● **DATA**
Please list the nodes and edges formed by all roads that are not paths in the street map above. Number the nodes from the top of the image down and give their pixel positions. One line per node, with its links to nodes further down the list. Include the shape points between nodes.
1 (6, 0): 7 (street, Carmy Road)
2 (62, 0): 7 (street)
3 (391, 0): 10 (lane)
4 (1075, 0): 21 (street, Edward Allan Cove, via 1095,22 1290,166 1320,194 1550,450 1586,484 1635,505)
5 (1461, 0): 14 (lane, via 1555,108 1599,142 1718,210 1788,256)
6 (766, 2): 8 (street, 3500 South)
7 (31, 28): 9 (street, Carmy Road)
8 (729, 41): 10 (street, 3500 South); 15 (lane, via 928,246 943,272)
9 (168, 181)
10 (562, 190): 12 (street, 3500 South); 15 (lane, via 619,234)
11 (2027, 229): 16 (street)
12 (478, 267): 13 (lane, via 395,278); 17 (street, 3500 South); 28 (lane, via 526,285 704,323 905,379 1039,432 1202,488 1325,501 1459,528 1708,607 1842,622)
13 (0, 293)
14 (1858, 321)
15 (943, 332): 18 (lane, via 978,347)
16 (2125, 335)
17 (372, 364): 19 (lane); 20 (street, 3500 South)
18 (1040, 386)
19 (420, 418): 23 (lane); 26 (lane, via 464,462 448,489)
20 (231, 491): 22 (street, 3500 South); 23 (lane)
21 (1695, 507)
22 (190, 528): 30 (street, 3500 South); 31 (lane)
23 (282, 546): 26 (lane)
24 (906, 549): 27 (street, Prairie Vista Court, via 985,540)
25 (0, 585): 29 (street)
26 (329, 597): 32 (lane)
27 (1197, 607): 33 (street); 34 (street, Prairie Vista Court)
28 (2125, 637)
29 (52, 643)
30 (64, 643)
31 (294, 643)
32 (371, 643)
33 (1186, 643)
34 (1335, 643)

● **DIRECTIONS**
Would you filter the records and copy each line that contains the word "Vista"?

● **WRITTEN ANSWER**
24 (906, 549): 27 (street, Prairie Vista Court, via 985,540)
27 (1197, 607): 33 (street); 34 (street, Prairie Vista Court)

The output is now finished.